This is a follow up book from my earlier review of The Nice Girl Syndrome also by Beverly Engel. I liked Engel’s writing style and was intrigued by the idea that my self criticism, anxiety, tears, and overeating could all be caused by repressed anger. This book is an expansion on what the destructive nature of passivity and lack of assertiveness can do on your mental health.
Many of us fear anger. We have seen what explosive anger can be like and seek to never do that ourselves. Unfortunately, we replace one poor anger coping mechanism with another one by burying the emotion. We find ourselves frequently upset and having unsatisfactory interactions with other people. By avoiding one poor behavior, we stumble into a whole new set of hidden ones.
Engel asserts that anger in itself is not a bad emotion. At its basic level, it is merely our mind’s way of alerting us that some boundary has been crossed. What we do with that anger is where the problem arises. When properly dealt with, anger goes away quickly and is replaced by a more productive emotion. When dealt with poorly, it can fester.
What I like about this book, is that it recognizes the various ways we deal with anger. The author teaches us to recognize the clues showing what anger style we prefer from completely aggressive to completely passive. She also recognizes that sometimes we flip to another style. Some people are passive at work but aggressive at home or aggressive with most people and passive with one specific person.

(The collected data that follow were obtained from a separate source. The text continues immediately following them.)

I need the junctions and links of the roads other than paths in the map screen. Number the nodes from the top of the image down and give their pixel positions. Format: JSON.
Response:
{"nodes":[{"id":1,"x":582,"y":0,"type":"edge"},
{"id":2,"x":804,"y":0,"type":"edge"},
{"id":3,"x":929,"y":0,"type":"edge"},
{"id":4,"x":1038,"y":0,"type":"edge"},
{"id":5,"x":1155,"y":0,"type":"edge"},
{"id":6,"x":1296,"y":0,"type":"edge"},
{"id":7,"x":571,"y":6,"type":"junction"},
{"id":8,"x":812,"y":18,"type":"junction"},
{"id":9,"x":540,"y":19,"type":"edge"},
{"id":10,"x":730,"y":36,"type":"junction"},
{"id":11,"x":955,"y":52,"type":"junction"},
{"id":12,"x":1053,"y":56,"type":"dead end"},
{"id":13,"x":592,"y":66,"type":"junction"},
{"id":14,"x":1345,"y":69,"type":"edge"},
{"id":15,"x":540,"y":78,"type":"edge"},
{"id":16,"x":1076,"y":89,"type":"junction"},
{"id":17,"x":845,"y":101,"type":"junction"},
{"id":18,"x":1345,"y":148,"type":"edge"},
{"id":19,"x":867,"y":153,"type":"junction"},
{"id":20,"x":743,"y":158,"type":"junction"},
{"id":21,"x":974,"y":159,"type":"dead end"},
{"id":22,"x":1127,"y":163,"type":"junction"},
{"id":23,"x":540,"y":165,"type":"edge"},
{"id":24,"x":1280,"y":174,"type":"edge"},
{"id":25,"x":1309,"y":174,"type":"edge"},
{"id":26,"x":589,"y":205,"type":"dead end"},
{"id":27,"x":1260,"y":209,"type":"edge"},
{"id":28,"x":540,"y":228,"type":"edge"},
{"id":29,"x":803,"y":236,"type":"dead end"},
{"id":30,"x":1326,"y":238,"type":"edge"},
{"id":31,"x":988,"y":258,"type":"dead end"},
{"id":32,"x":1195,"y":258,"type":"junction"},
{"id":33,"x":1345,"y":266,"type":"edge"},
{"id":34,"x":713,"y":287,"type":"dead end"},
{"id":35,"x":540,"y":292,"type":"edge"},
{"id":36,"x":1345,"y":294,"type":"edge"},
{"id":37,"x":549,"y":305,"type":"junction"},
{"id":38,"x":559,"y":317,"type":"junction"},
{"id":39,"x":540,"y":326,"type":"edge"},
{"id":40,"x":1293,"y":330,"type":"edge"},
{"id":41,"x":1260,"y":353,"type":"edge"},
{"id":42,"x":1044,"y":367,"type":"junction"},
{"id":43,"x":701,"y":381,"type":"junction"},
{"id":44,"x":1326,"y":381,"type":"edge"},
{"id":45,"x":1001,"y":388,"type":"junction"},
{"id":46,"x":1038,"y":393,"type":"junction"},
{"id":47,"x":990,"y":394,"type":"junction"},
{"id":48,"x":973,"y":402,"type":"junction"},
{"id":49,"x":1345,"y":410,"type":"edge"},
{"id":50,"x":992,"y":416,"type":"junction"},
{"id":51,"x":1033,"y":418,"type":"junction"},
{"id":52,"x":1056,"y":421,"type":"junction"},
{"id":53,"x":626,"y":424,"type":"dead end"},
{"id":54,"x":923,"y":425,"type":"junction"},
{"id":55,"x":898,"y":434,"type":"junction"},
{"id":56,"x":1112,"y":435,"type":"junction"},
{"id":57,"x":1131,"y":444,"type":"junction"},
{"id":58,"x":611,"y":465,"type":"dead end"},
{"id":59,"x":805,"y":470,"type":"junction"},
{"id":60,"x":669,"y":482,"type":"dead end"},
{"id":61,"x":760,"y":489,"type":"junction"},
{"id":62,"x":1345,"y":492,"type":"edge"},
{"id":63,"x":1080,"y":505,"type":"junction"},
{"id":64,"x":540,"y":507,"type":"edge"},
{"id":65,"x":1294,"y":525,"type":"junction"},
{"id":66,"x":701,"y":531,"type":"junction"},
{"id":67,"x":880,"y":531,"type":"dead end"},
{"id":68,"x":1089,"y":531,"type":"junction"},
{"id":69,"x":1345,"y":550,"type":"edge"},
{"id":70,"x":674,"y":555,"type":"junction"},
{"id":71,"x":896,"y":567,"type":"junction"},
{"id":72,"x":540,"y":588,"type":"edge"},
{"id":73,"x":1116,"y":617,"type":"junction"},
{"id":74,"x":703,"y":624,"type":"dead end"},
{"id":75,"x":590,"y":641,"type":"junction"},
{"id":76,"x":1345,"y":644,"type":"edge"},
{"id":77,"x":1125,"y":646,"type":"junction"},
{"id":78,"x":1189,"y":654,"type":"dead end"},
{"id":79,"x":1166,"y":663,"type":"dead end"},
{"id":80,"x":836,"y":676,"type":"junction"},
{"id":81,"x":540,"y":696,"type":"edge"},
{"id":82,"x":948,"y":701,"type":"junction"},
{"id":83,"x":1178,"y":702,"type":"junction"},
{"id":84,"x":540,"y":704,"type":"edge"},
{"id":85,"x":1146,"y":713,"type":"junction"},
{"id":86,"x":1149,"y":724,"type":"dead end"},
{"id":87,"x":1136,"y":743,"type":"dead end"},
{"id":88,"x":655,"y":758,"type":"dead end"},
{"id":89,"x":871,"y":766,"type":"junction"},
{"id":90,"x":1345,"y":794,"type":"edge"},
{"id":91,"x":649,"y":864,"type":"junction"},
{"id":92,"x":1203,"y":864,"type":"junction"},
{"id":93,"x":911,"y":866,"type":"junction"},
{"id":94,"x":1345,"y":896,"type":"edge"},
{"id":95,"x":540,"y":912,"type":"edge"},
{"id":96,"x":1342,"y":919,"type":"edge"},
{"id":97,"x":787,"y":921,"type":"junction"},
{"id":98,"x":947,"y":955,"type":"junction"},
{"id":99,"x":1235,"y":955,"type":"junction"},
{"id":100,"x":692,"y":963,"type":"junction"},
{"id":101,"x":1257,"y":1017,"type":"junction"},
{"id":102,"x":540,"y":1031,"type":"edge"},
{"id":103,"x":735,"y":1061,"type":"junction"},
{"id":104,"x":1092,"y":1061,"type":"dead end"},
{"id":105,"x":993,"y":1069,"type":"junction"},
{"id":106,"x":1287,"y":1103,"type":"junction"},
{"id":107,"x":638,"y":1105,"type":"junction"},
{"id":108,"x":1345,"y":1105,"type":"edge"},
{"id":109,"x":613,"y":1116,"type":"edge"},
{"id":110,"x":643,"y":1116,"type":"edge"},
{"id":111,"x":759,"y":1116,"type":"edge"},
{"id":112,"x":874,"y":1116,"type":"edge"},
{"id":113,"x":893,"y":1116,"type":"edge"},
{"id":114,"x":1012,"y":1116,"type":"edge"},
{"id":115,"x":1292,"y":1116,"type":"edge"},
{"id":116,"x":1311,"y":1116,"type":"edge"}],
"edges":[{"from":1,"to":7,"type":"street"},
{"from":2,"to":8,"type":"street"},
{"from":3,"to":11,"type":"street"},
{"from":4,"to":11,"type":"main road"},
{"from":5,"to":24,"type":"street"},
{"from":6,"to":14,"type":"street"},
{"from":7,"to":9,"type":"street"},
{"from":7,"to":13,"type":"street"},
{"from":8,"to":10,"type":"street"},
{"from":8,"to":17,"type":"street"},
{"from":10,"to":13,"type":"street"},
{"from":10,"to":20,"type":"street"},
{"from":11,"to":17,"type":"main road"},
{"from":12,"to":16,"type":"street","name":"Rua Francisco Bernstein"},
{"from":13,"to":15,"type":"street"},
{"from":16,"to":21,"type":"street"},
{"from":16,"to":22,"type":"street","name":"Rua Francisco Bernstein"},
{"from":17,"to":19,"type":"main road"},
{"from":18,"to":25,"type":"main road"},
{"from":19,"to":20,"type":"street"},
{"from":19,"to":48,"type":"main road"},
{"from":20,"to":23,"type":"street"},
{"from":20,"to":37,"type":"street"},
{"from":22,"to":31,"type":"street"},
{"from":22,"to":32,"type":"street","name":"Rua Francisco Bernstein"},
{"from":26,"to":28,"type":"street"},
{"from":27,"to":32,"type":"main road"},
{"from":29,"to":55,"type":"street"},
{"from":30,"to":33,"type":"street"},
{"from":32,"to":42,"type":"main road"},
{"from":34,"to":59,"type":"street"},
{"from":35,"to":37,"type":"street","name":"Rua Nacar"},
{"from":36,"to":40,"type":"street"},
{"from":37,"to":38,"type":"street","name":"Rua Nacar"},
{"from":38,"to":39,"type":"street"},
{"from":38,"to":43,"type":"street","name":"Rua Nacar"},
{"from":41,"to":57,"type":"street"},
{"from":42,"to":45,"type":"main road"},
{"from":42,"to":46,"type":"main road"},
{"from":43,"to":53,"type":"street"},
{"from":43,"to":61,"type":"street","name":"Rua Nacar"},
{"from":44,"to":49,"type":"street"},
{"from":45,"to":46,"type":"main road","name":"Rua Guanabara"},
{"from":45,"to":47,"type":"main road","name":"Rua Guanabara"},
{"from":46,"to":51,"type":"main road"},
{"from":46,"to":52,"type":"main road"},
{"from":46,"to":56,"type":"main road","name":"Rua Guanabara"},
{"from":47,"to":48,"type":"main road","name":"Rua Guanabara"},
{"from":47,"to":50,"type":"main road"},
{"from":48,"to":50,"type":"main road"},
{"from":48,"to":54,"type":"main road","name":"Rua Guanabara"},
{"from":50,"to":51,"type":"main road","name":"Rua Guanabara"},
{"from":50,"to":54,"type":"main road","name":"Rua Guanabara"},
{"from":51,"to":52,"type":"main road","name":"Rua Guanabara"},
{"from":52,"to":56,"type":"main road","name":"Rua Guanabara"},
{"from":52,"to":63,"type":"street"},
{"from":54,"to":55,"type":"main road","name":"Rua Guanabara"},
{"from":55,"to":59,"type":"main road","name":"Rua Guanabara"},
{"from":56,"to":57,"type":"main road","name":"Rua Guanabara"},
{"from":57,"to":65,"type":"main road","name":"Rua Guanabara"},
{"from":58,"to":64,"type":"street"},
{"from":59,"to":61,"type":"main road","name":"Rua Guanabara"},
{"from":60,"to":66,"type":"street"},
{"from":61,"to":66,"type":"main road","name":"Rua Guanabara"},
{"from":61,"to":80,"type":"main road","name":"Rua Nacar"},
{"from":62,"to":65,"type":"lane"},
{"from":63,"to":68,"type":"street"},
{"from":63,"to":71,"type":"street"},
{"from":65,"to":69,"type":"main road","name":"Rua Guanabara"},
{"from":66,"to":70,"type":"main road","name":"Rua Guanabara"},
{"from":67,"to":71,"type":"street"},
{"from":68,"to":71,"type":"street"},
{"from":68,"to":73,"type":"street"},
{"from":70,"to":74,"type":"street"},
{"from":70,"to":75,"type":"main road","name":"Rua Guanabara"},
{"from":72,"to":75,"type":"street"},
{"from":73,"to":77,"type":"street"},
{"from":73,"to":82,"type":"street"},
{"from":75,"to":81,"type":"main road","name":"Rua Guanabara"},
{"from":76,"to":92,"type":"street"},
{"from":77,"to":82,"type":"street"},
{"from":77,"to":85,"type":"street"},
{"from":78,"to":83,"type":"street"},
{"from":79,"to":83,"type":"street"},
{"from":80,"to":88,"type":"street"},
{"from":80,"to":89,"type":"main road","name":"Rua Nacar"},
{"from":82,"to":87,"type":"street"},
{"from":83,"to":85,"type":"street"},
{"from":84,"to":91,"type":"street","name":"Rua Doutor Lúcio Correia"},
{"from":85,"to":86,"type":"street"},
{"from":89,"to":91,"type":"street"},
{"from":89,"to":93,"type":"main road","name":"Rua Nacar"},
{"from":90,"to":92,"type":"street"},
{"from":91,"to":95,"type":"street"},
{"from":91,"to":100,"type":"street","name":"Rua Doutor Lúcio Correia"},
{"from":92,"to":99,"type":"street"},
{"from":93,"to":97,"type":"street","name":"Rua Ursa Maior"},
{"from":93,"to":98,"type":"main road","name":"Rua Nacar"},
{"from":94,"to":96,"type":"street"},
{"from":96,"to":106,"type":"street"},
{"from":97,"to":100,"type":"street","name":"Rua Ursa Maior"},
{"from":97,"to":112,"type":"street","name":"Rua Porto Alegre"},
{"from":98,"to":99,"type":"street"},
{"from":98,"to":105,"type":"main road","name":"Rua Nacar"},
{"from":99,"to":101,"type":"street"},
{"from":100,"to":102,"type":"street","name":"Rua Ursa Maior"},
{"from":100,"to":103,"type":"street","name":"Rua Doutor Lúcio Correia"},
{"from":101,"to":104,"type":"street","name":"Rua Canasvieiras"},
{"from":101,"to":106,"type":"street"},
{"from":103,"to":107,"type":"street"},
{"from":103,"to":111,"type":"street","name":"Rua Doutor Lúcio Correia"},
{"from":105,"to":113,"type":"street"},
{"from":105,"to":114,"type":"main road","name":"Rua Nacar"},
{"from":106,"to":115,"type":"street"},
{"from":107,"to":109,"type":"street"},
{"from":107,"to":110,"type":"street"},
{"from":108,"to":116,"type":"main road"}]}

She gives specialized advice to each anger type, giving an almost personalized approach to dealing with anger. I also liked reading the chapters that didn’t apply to me because they helped me understand other people in my life.
This books was a breath of fresh air. I had developed the habit of internalizing unfair criticism and assuming that something must be fundamentally wrong with me. The book showed me I was refusing to accept I was angry over the criticism and chose self destruction as the way to cope with my emotions.
My unexplained tears, my horrible anxiety, and my feelings of worthlessness become understandable. I had an anger problem. What I needed to learn was that I am allowed to be angry. Being angry doesn’t make me less of a person. I am angry because I’m a person.
I know there are many books available on anger, but I would definitely recommend starting with this one if you are upset in your life and don’t understand why. It is well written, easy to understand, and infused with many personal stories to let you know that you are not alone.